• _The problem_
The pictures stay out; everything else in the entries below must be returned exactly.

————————

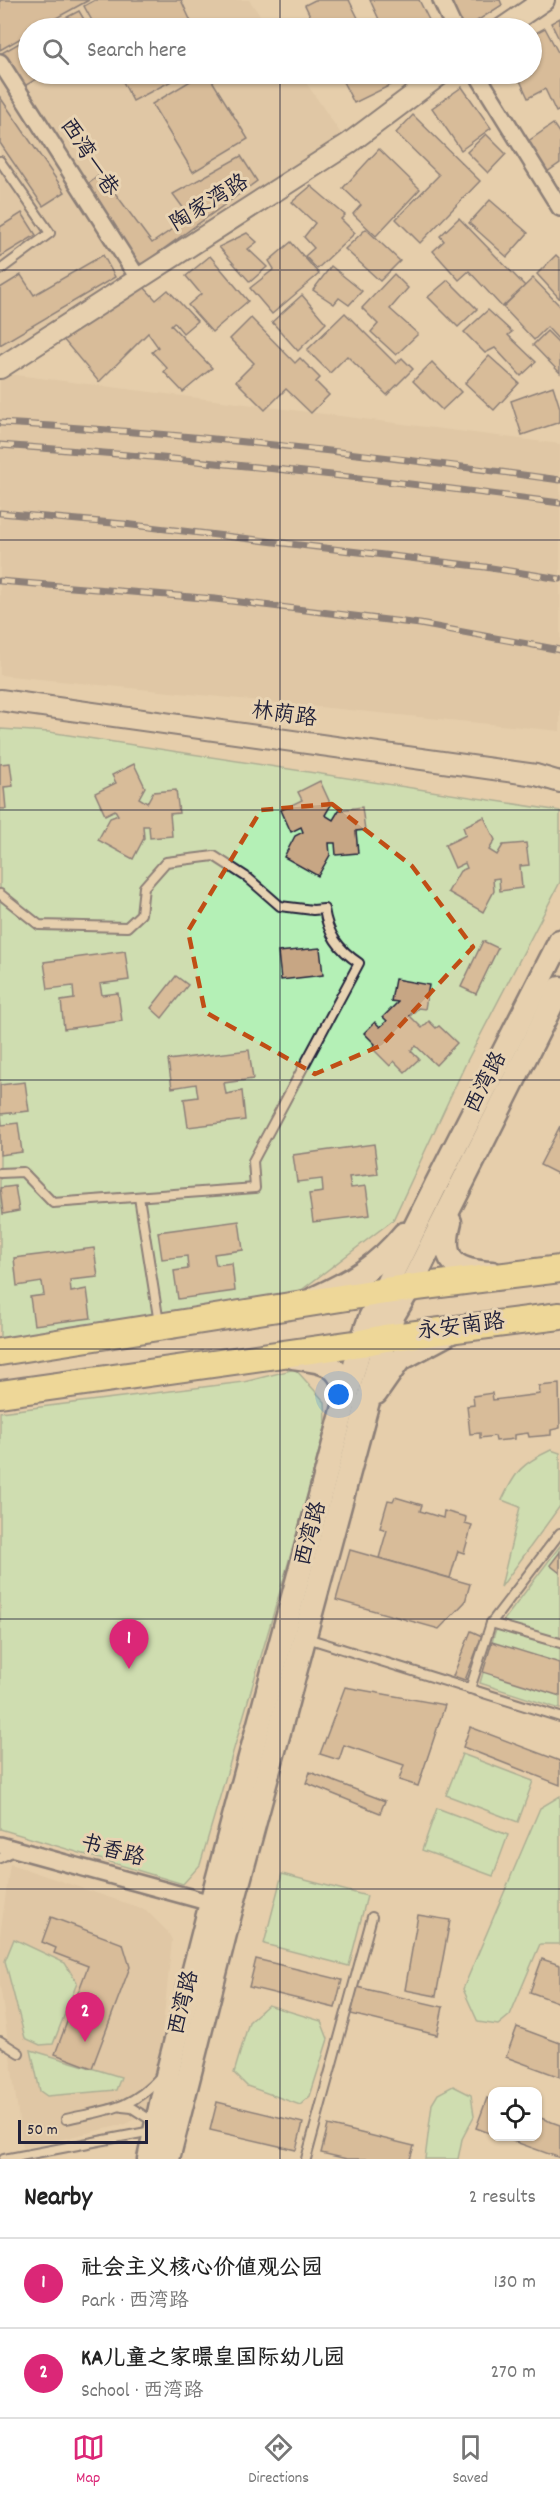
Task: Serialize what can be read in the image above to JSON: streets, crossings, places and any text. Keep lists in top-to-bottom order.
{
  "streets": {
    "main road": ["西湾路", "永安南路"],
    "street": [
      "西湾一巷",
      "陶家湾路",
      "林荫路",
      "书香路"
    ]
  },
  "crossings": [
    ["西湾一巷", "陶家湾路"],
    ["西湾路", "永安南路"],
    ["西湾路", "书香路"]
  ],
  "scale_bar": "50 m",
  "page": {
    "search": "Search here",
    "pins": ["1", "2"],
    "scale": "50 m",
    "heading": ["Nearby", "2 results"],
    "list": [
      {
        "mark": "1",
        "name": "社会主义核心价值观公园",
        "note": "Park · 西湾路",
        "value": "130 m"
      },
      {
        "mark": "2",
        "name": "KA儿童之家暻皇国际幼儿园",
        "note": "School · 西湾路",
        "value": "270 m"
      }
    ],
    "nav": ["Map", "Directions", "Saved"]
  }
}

————————

• _Final answer_
Task: Serialize what can be read in the image above to JSON: streets, crossings, places and any text. Keep lists in top-to-bottom order.
{
  "streets": {
    "main road": ["西湾路", "永安南路"],
    "street": [
      "西湾一巷",
      "陶家湾路",
      "林荫路",
      "书香路"
    ]
  },
  "crossings": [
    ["西湾一巷", "陶家湾路"],
    ["西湾路", "永安南路"],
    ["西湾路", "书香路"]
  ],
  "scale_bar": "50 m",
  "page": {
    "search": "Search here",
    "pins": ["1", "2"],
    "scale": "50 m",
    "heading": ["Nearby", "2 results"],
    "list": [
      {
        "mark": "1",
        "name": "社会主义核心价值观公园",
        "note": "Park · 西湾路",
        "value": "130 m"
      },
      {
        "mark": "2",
        "name": "KA儿童之家暻皇国际幼儿园",
        "note": "School · 西湾路",
        "value": "270 m"
      }
    ],
    "nav": ["Map", "Directions", "Saved"]
  }
}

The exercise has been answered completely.